Culture

Brain-Eating Parasitic Tapeworm Embeds Itself in Florida Man's Eye

Pork tapeworm in Florida man's eye. Image via YouTube.

A brain-eating parasitic tapeworm set up shop in a Florida man’s eye after he ate undercooked pork during the Christmas holiday. Thankfully, it was surgically removed before it reproduced.

“I see like a little black dot and it’s only in the left eye,” Tampa resident Sam Cordero told ABC Action News. Cordero added that he could see the worm “moving from left to right.”

The parasite was swimming around in the fluid-filled vitreous chamber of Cordero’s eye between his lens and cornea.

Humans contract the tapeworm, “Taenia solium,” by eating raw pork or from contact with fecal matter. Dr. Don Perez of the Perez Eye Center said there have been only twenty documented cases where this tapeworm had traveled through a person’s stomach, into their bloodstream, and to their brain or eyeball.

But as rare as the condition is, Perez has seen it before. In 2012, he performed the same surgery to remove a tapeworm from another patient’s eye.

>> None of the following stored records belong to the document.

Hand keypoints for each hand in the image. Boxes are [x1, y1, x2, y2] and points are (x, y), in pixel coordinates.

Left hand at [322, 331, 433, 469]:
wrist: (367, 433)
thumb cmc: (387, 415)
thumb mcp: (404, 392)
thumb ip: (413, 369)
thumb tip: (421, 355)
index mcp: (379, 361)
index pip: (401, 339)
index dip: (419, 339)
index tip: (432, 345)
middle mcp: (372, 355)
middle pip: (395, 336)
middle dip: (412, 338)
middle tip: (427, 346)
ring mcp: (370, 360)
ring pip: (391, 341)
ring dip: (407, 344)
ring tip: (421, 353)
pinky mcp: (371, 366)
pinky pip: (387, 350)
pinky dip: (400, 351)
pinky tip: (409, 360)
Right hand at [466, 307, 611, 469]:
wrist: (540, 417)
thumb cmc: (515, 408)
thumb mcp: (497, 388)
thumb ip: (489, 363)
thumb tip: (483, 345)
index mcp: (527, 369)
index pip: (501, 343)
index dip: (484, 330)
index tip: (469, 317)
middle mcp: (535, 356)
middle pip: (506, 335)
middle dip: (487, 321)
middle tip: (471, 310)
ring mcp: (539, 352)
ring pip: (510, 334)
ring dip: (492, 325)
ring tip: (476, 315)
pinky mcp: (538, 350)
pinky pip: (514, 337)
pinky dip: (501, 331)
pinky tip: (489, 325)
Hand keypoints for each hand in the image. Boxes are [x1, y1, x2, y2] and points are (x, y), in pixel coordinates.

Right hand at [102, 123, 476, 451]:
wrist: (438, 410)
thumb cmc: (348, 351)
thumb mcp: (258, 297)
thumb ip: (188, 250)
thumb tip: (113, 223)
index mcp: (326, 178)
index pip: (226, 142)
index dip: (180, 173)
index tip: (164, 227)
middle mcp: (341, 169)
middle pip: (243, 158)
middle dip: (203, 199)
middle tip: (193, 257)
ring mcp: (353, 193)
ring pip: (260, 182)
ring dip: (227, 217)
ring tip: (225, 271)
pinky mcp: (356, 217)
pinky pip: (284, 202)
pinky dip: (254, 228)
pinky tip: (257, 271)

“There’s nothing that looks like this that isn’t this,” Perez declared.

After Cordero’s diagnosis, the race was on to surgically remove the critter from his eye before it died or — worse — had babies.

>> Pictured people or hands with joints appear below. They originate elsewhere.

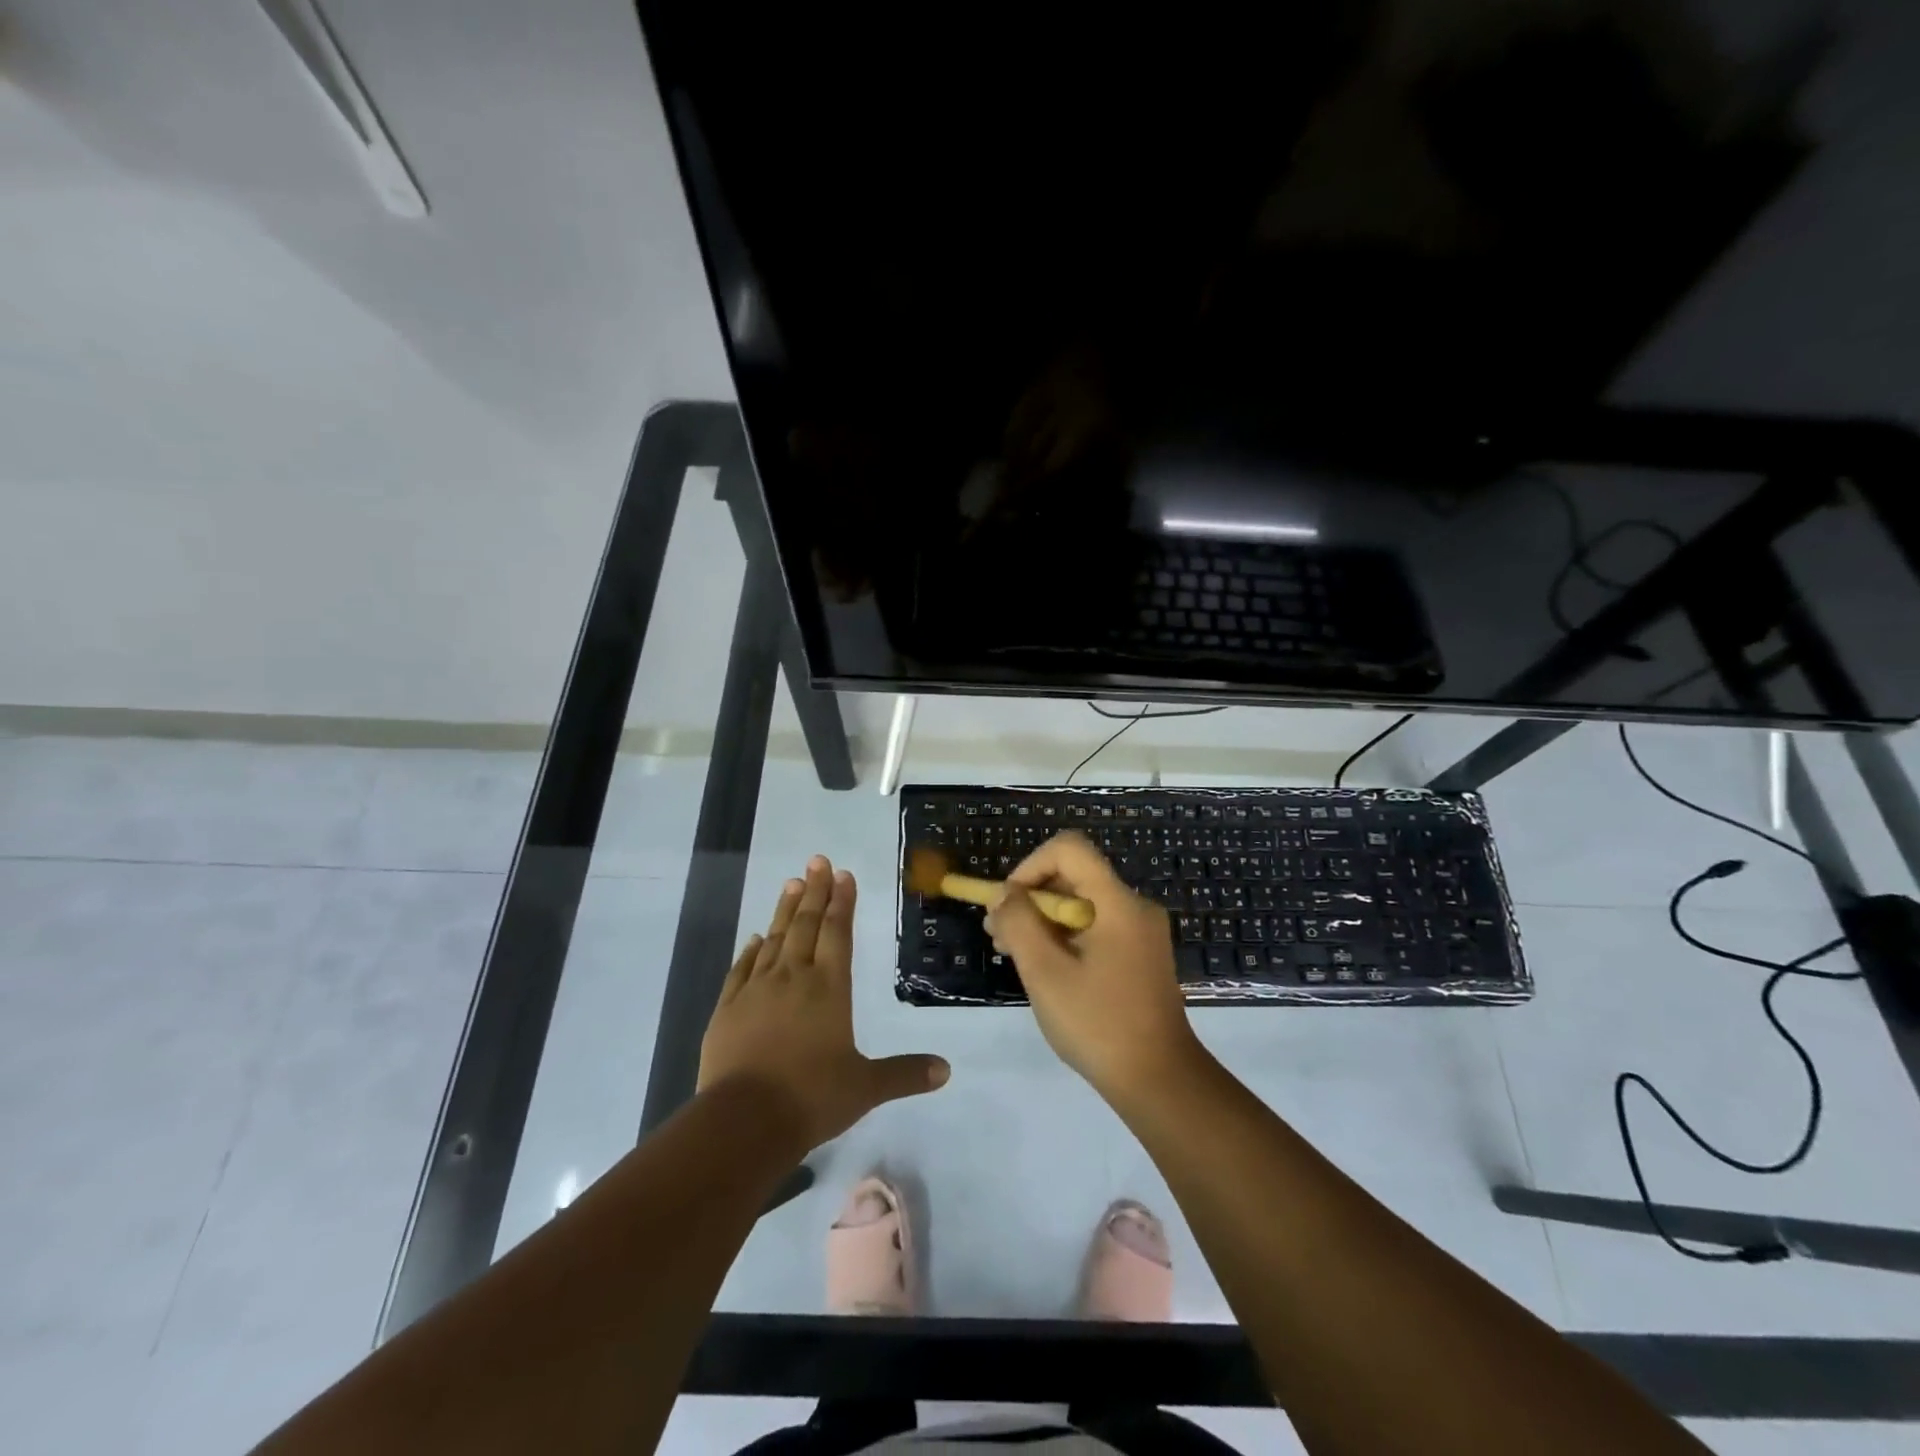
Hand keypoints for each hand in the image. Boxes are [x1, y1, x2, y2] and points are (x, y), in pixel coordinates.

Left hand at [699, 855, 949, 1151]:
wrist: (743, 1120)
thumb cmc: (811, 1098)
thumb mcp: (865, 1088)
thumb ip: (905, 1074)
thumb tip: (946, 1070)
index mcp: (829, 989)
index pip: (837, 934)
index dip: (841, 903)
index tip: (842, 875)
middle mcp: (793, 979)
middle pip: (805, 925)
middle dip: (814, 891)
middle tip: (817, 860)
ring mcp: (756, 991)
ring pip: (774, 939)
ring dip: (784, 910)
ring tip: (791, 883)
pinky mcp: (727, 1009)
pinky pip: (741, 969)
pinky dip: (751, 949)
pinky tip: (756, 938)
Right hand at [985, 831, 1207, 1101]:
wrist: (1159, 1081)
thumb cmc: (1098, 1024)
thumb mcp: (1045, 973)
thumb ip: (1019, 924)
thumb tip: (1003, 894)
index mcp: (1118, 903)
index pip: (1069, 849)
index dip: (1030, 866)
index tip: (1008, 903)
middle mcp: (1134, 907)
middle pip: (1074, 876)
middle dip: (1030, 897)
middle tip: (999, 935)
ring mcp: (1140, 932)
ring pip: (1081, 903)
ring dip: (1043, 919)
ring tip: (1011, 952)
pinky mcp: (1139, 954)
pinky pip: (1095, 926)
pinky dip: (1064, 936)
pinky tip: (1043, 967)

Perez explained that if it died in the eye, the inflammation could cause Cordero to go blind. If it didn’t die and instead laid some of its 50,000 eggs, the larvae could travel to his brain and turn it into Swiss cheese.

“If it’s in the brain he would present with seizures,” Perez noted.

“He’s got a window of opportunity where he can end up with 20/20 vision and parasite free,” Perez added. “What is scary, it gravitates toward the brain.”

Cordero said he didn’t know the pork tapeworm existed until he contracted it in his eye. He was worried about the worm going to his brain and dying in his eye, otherwise Cordero was calm about having a parasite living in his eye.

“I know I am in good hands and he treated it before,” Cordero said.

Perez quipped, “I’ve been hit with lightning because you seldom see this.”

Asked if he would ever eat pork again, Cordero replied, “I don’t think so. That’s one of the changes that I’m going to make in my life.”

Incredibly, this story wasn’t the first worm-in-the-eye horror story of the week.

It was also widely reported this week that an Oregon woman plucked 14 worms out of her eye after contracting a very rare parasitic infection spread by flies. Doctors believe Abby Beckley, 26, may be the first person to have been diagnosed with Thelazia gulosa – “a type of eye worm usually seen in cattle in the northern U.S. and southern Canada, but never before in humans.”